California Highway Patrol officers investigate the scene of a multi-car crash on Interstate 880 in Fremont, Calif. Several people were killed in a multi-car crash that closed several lanes of a major San Francisco Bay highway and officials say the driver suspected of causing it was under the influence of marijuana.

There has been an increase by up to 6 percent in the number of highway crashes in four of the states where the recreational use of marijuana has been legalized, according to a pair of new studies.

The new reports do not prove there’s a direct risk caused by the use of marijuana among motorists, but they raise caution flags, especially since there is no easy way to test drivers to be sure if they are, in fact, under the influence of THC, the active ingredient in marijuana, said David Harkey, president of the Insurance Institute for Highway Safety’s Highway Loss Data Institute.

“It’s certainly early in the game,” Harkey told NBC News. But, he warned, “We’re seeing a trend in the wrong direction.”

There are now 30 states that have legalized the use of marijuana for medical purposes, with Oklahoma the most recent to join the list. Nine states and the District of Columbia now have legalized recreational use. With a Gallup poll showing 64 percent public support, more states are set to follow, including Michigan, where recreational use is on the November ballot.

Since the legalization wave began, safety and health experts have been trying to measure the potential influence on highway safety, though the results so far have been inconsistent and, in some cases, contradictory.

But this is the second year in a row where the IIHS found a troubling trend. A year ago, the non-profit group looked at three states, Colorado, Oregon, and Washington. This year, it added Nevada to the list. Harkey said the IIHS also looked at highway crash data in surrounding states to try to control for factors like weather and the economy.

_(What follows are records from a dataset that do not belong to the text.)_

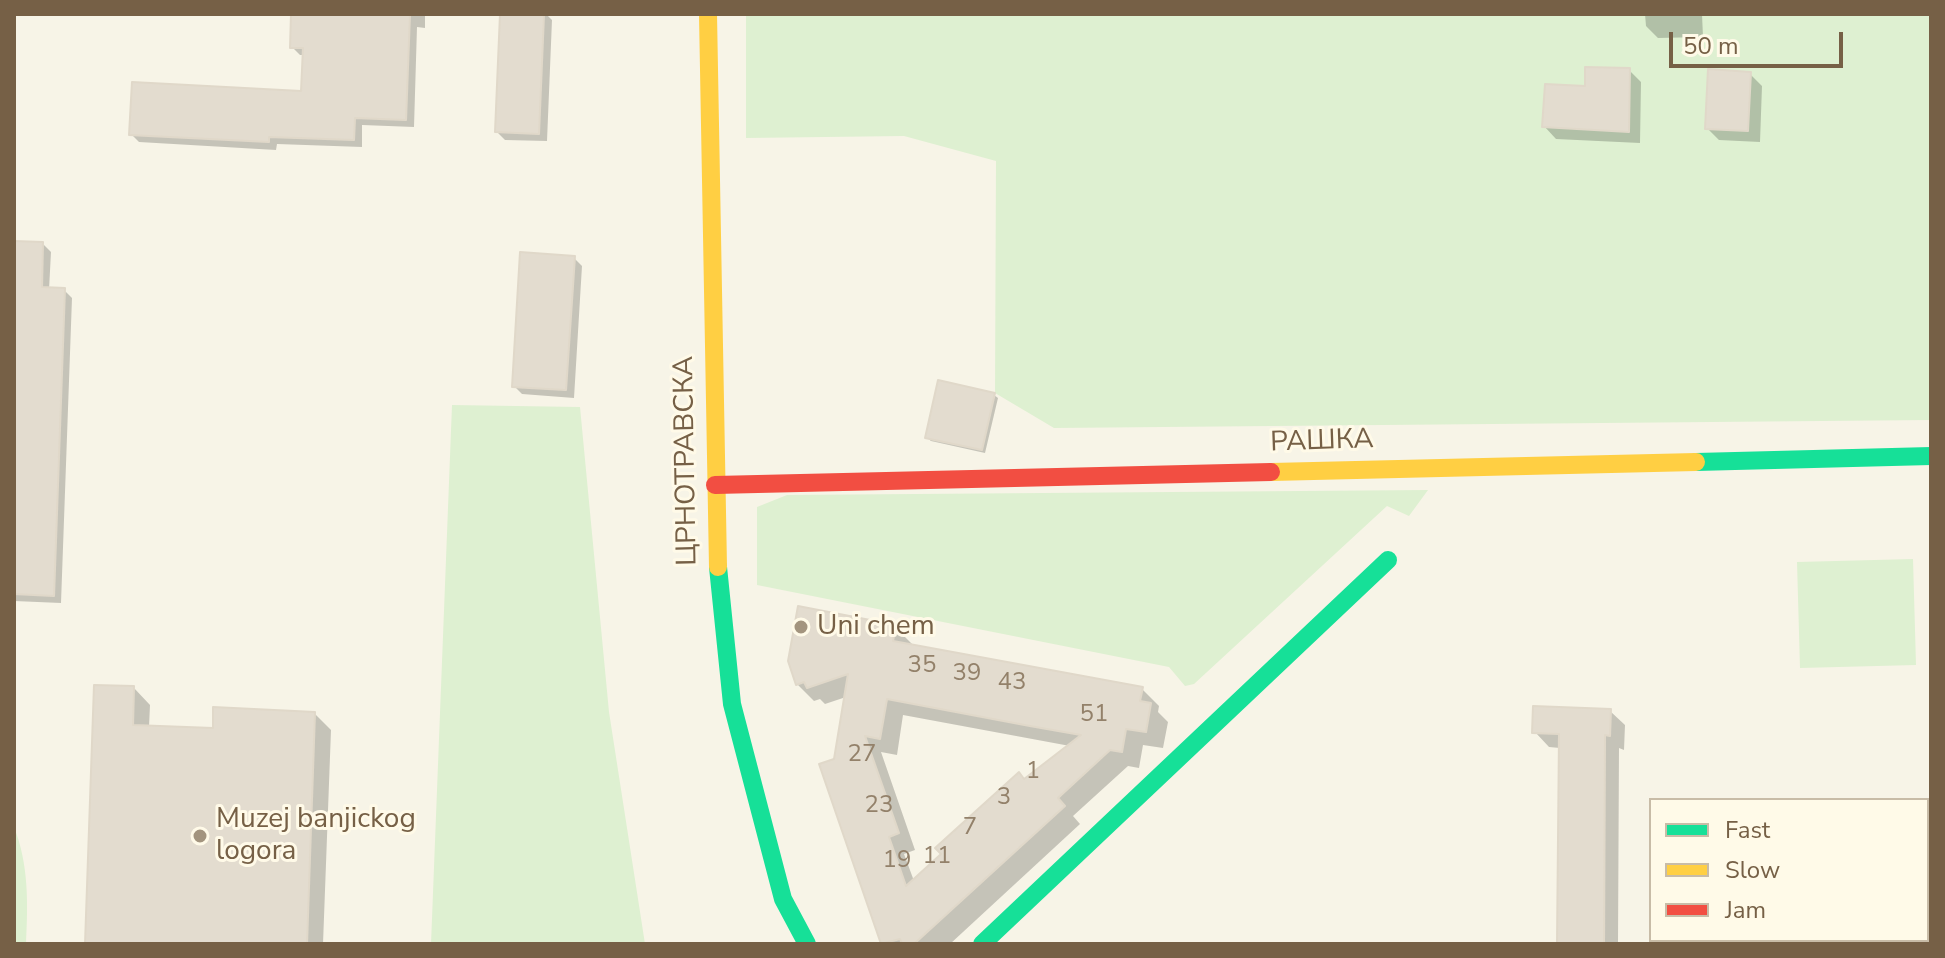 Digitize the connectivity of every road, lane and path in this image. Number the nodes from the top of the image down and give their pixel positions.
1 (708, 14) edge
2 (1931, 456) edge
3 (715, 485) junction
4 (1388, 560) dead end
5 (783, 899) junction
6 (786, 944) edge
7 (807, 944) edge
8 (982, 944) edge

1 - 3 street, ЦРНОТРАВСКА
2 - 3 street, РАШКА
3 - 5 street, ЦРНОТРАВСКА
4 - 8 street
5 - 6 street, ЦРНОТРАВСКА
5 - 7 street, ЦРНОТРАВСКА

The studies looked at police reports and insurance claims, finding crashes rose between 5.2 percent and 6 percent in states with legalized recreational marijuana compared to neighboring states where such use remained illegal.

The IIHS also conducted a street-side study of marijuana use and found something Harkey said he saw as particularly concerning. While those under the influence of alcohol tend to either be driving alone or with other adults, about 14 percent of those confirmed to be using pot had a child in their vehicle. That reflects the fact, he added, that marijuana use isn’t confined to evenings and other times when adults are more likely to drink — and abuse — alcohol.

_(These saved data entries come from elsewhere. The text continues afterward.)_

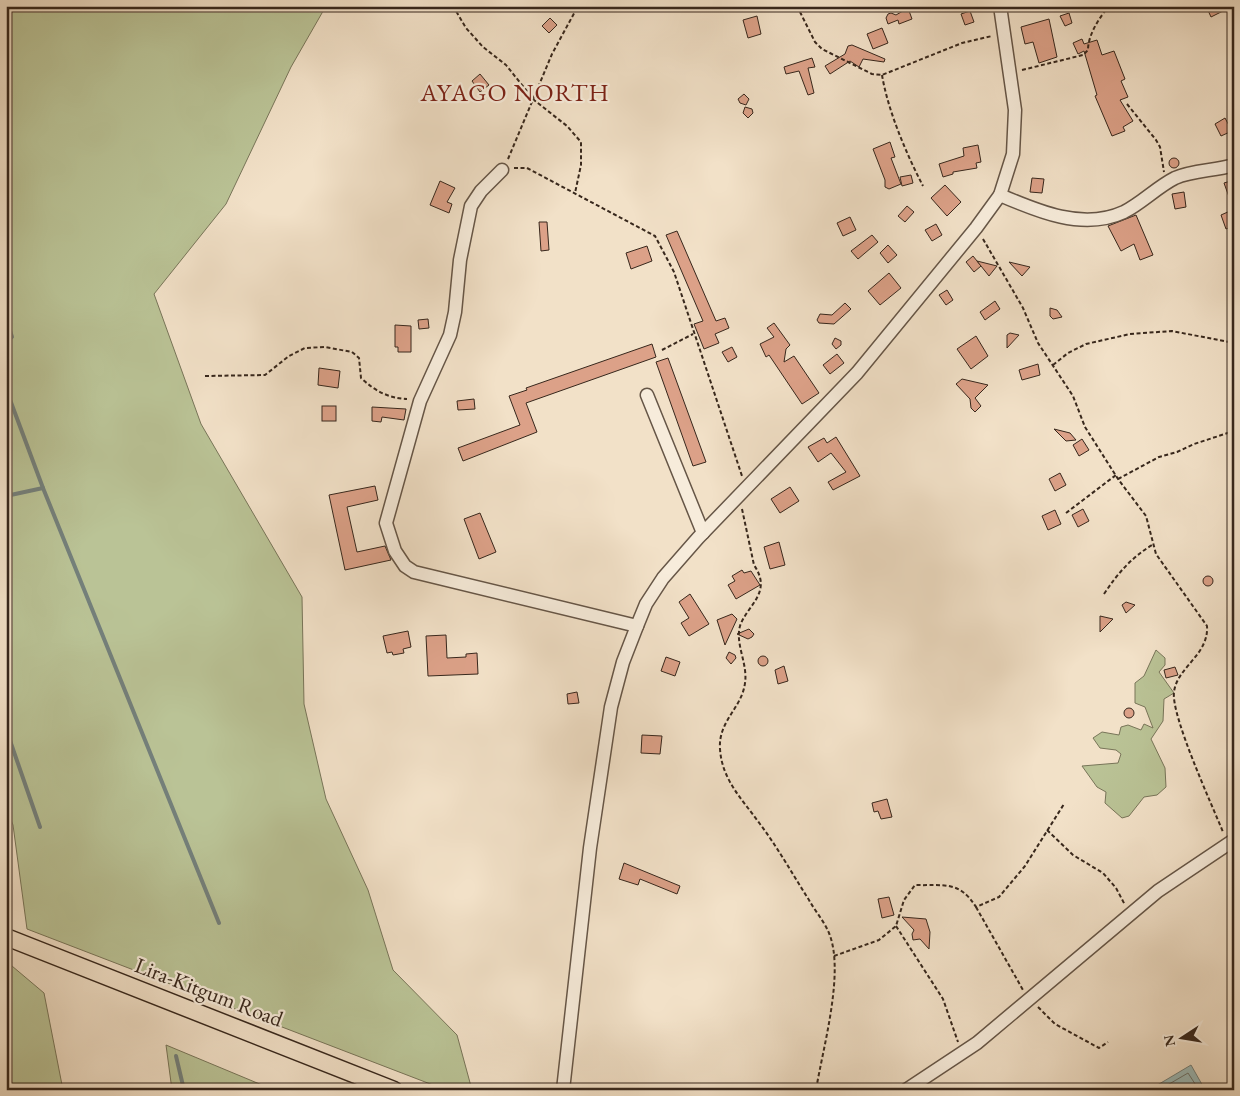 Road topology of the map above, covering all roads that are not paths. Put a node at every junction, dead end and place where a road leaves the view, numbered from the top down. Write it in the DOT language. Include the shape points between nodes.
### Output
graph roads {
  1 [pos="1000,6"];
  2 [pos="1234,165"];
  3 [pos="502,170"];
  4 [pos="1000,195"];
  5 [pos="647,395"];
  6 [pos="703,533"];
  7 [pos="637,626"];
  8 [pos="1231,842"];
  9 [pos="6,937"];
  10 [pos="394,1090"];
  11 [pos="563,1090"];
  12 [pos="906,1090"];
  1 -- 4 [label="street" via="1015,110 1013,154"];
  2 -- 4 [label="street" via="1216,171 1189,173 1165,184 1124,212 1107,217 1050,216"];
  3 -- 7 [label="street" via="471,206 450,334 420,400 386,523 395,551 405,566 414,572"];
  4 -- 6 [label="street" via="857,373"];
  5 -- 6 [label="street"];
  6 -- 7 [label="street" via="663,578 646,604"];
  7 -- 11 [label="street" via="623,662 612,707 590,848"];
  8 -- 12 [label="street" via="1158,891 984,1036"];
  9 -- 10 [label="main road, Lira-Kitgum Road"];
}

What is unclear is whether that reflects the increasing use of recreational pot or the consumption of medical marijuana to deal with issues like pain or glaucoma, something a patient may time to need.

Harkey cautioned there are limits to what the studies show. There is a “correlation,” reflecting the fact that crashes rose once pot became legal, but that is not the same as “causation,” he added, meaning other, unseen factors could be at work.

That could help explain why earlier studies have often conflicted over the effects of marijuana on highway safety. One, released by the University of Colorado in 2014, showed a surge in fatalities involving stoned drivers. But a study conducted by the National Highway Traffic Safety Administration in Virginia a year later found no clear increase in risk.

Part of the problem is that it is difficult to accurately measure how pot impacts drivers. “Many studies, using a variety of methods, have attempted to estimate the risk of driving after use of marijuana,” a NHTSA report advised Congress last year. “While useful in identifying how marijuana affects the performance of driving tasks, experimental and observational studies do not lend themselves to predicting real-world crash risk.”

Police have a particularly difficult challenge because of the way marijuana works in the body. Blood alcohol levels provide a direct correlation showing how much a motorist has had to drink, with those levels dropping rapidly as someone sobers up. But while THC levels spike after smoking weed or eating a consumable, the psychoactive ingredient remains in the body for weeks, long after it has stopped having any impact.

With so many more states set to permit the use of the drug, Harkey said regulators, law enforcement, and medical authorities need to address “the challenge” and come up with better ways of determining when a driver might be operating under the influence of marijuana.